╭─ MATERIAL FOR THE TASK

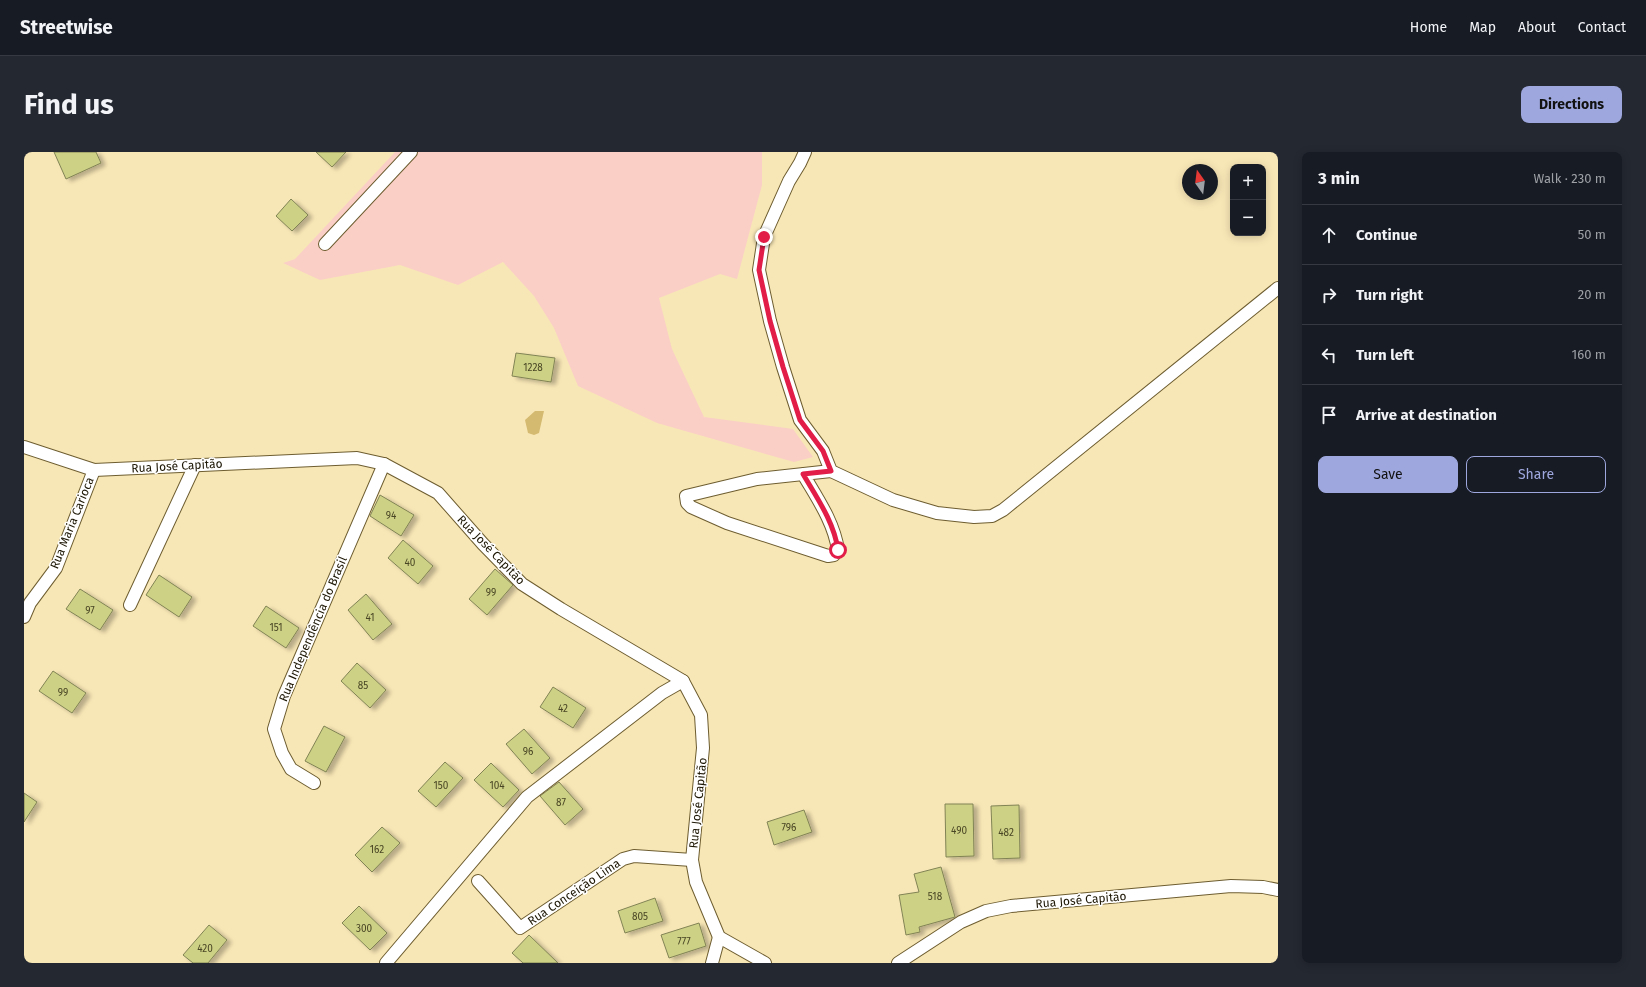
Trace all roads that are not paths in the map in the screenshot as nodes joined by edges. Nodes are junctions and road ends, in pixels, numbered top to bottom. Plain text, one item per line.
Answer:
1 (411, 152) edge
2 (805, 152) edge
3 (325, 244) dead end
4 (1278, 288) edge
5 (24, 447) edge
6 (384, 464) junction
7 (195, 465) junction
8 (94, 470) junction
9 (831, 471) junction
10 (803, 474) junction
11 (130, 605) dead end
12 (24, 616) edge
13 (683, 681) junction
14 (314, 783) dead end
15 (692, 860) junction
16 (478, 881) dead end
17 (1278, 890) edge
18 (719, 936) junction
19 (386, 963) edge
20 (712, 963) edge
21 (765, 963) edge
22 (898, 963) edge

1 - 3 street
2 - 9 street
4 - 9 street
5 - 8 street, Rua José Capitão
6 - 7 street, Rua José Capitão
6 - 13 street, Rua José Capitão
6 - 14 street, Rua Independência do Brasil
7 - 8 street, Rua José Capitão
7 - 11 street
8 - 12 street, Rua Maria Carioca
9 - 10 street
10 - 10 street
13 - 15 street, Rua José Capitão
13 - 19 street
15 - 16 street, Rua Conceição Lima
15 - 18 street, Rua José Capitão
17 - 22 street, Rua José Capitão
18 - 20 street
18 - 21 street

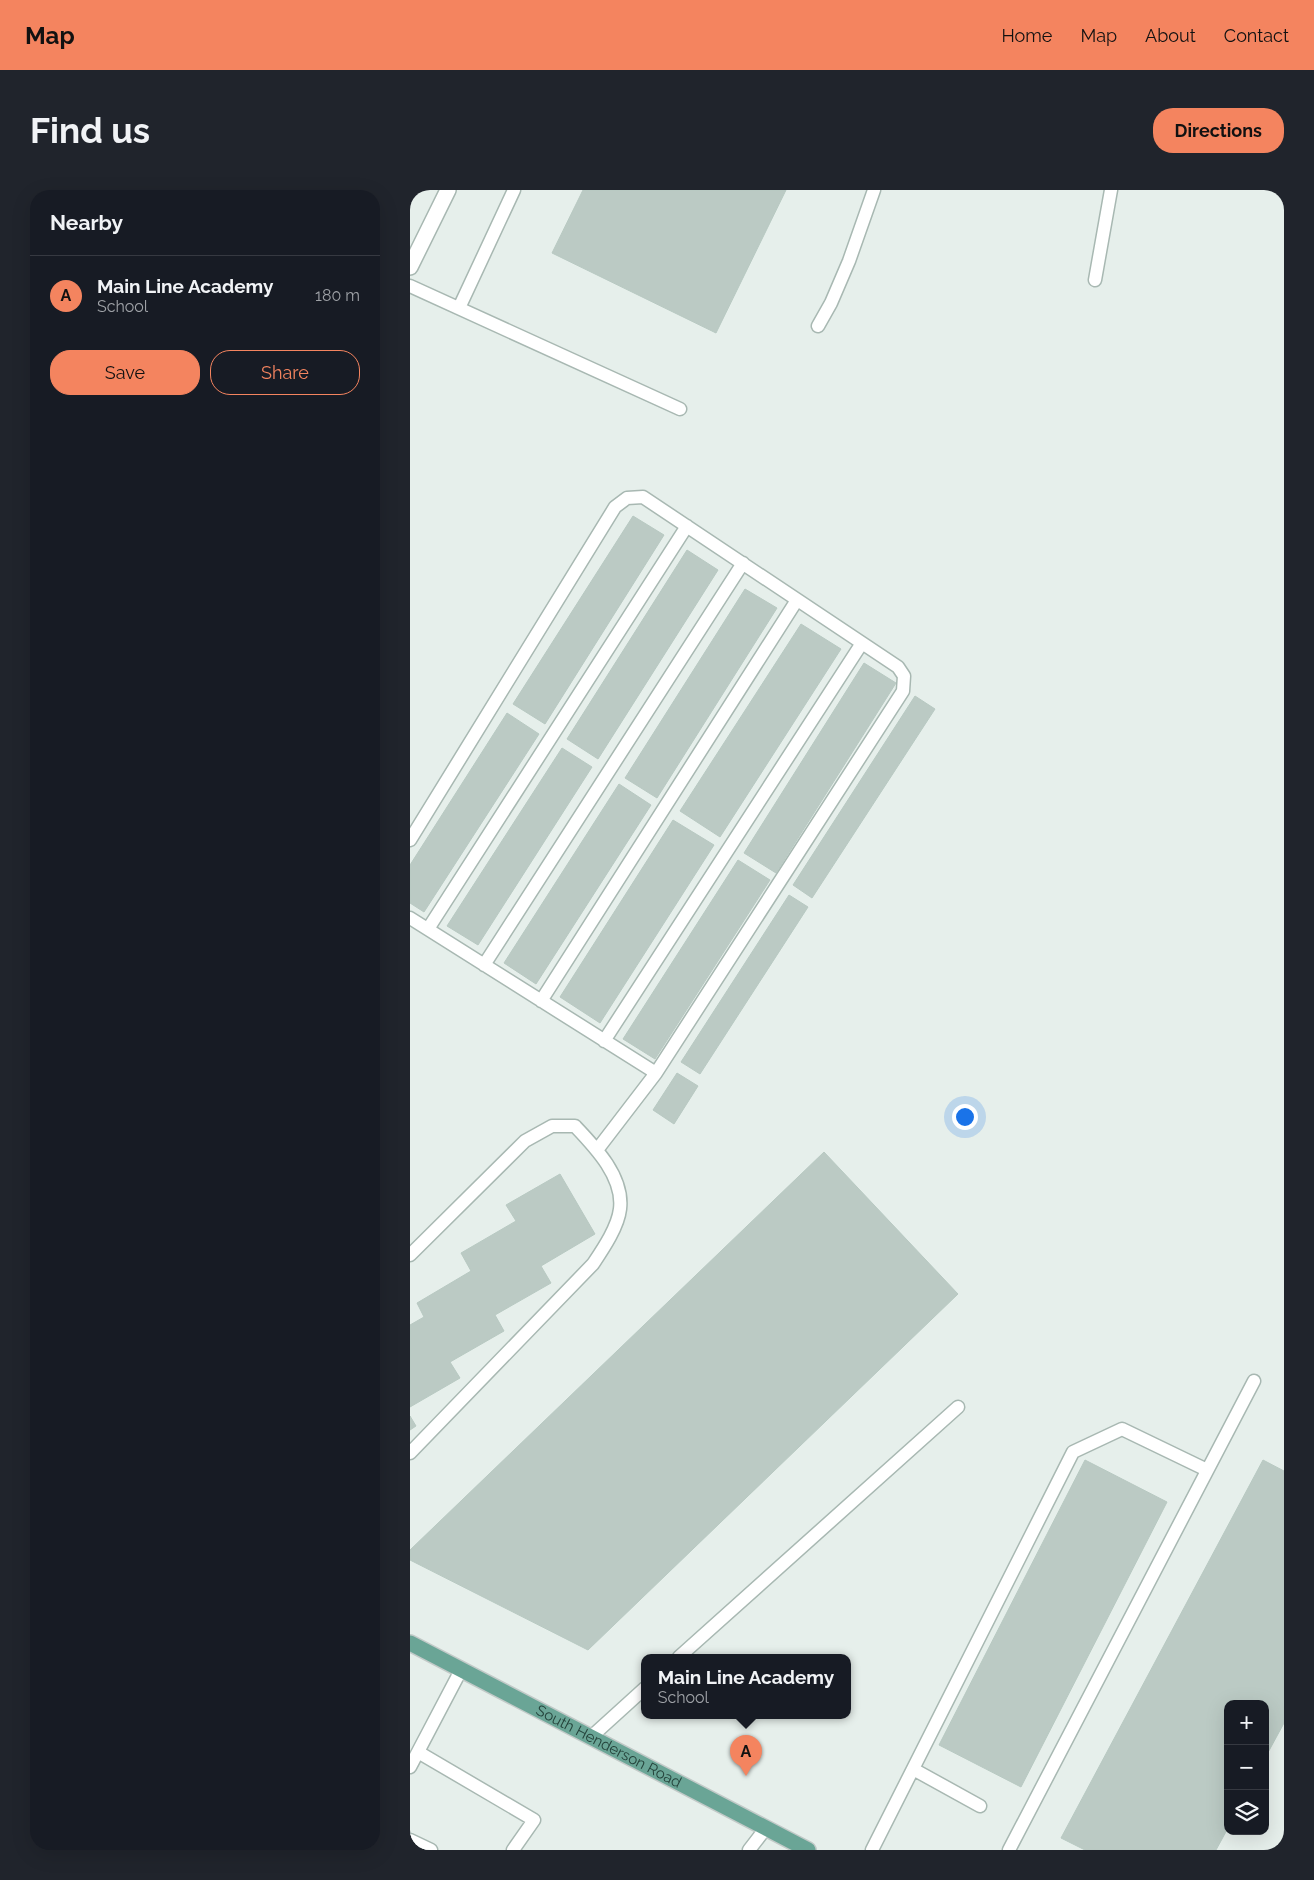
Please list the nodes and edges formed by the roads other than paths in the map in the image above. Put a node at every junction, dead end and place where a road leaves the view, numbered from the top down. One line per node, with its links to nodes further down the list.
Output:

╰─

PROBLEM REQUIREMENTS | Leave out the pictures; repeat the data exactly.

TASK SOLUTION |
Trace all roads that are not paths in the map in the screenshot as nodes joined by edges. Nodes are junctions and road ends, in pixels, numbered top to bottom. Plain text, one item per line.
Answer:
1 (411, 152) edge
2 (805, 152) edge
3 (325, 244) dead end
4 (1278, 288) edge
5 (24, 447) edge
6 (384, 464) junction
7 (195, 465) junction
8 (94, 470) junction
9 (831, 471) junction
10 (803, 474) junction
11 (130, 605) dead end
12 (24, 616) edge
13 (683, 681) junction
14 (314, 783) dead end
15 (692, 860) junction
16 (478, 881) dead end
17 (1278, 890) edge
18 (719, 936) junction
19 (386, 963) edge
20 (712, 963) edge
21 (765, 963) edge
22 (898, 963) edge

1 - 3 street
2 - 9 street
4 - 9 street
5 - 8 street, Rua José Capitão
6 - 7 street, Rua José Capitão
6 - 13 street, Rua José Capitão
6 - 14 street, Rua Independência do Brasil
7 - 8 street, Rua José Capitão
7 - 11 street
8 - 12 street, Rua Maria Carioca
9 - 10 street
10 - 10 street
13 - 15 street, Rua José Capitão
13 - 19 street
15 - 16 street, Rua Conceição Lima
15 - 18 street, Rua José Capitão
17 - 22 street, Rua José Capitão
18 - 20 street
18 - 21 street

Please list the nodes and edges formed by the roads other than paths in the map in the image above. Put a node at every junction, dead end and place where a road leaves the view, numbered from the top down. One line per node, with its links to nodes further down the list.
Output:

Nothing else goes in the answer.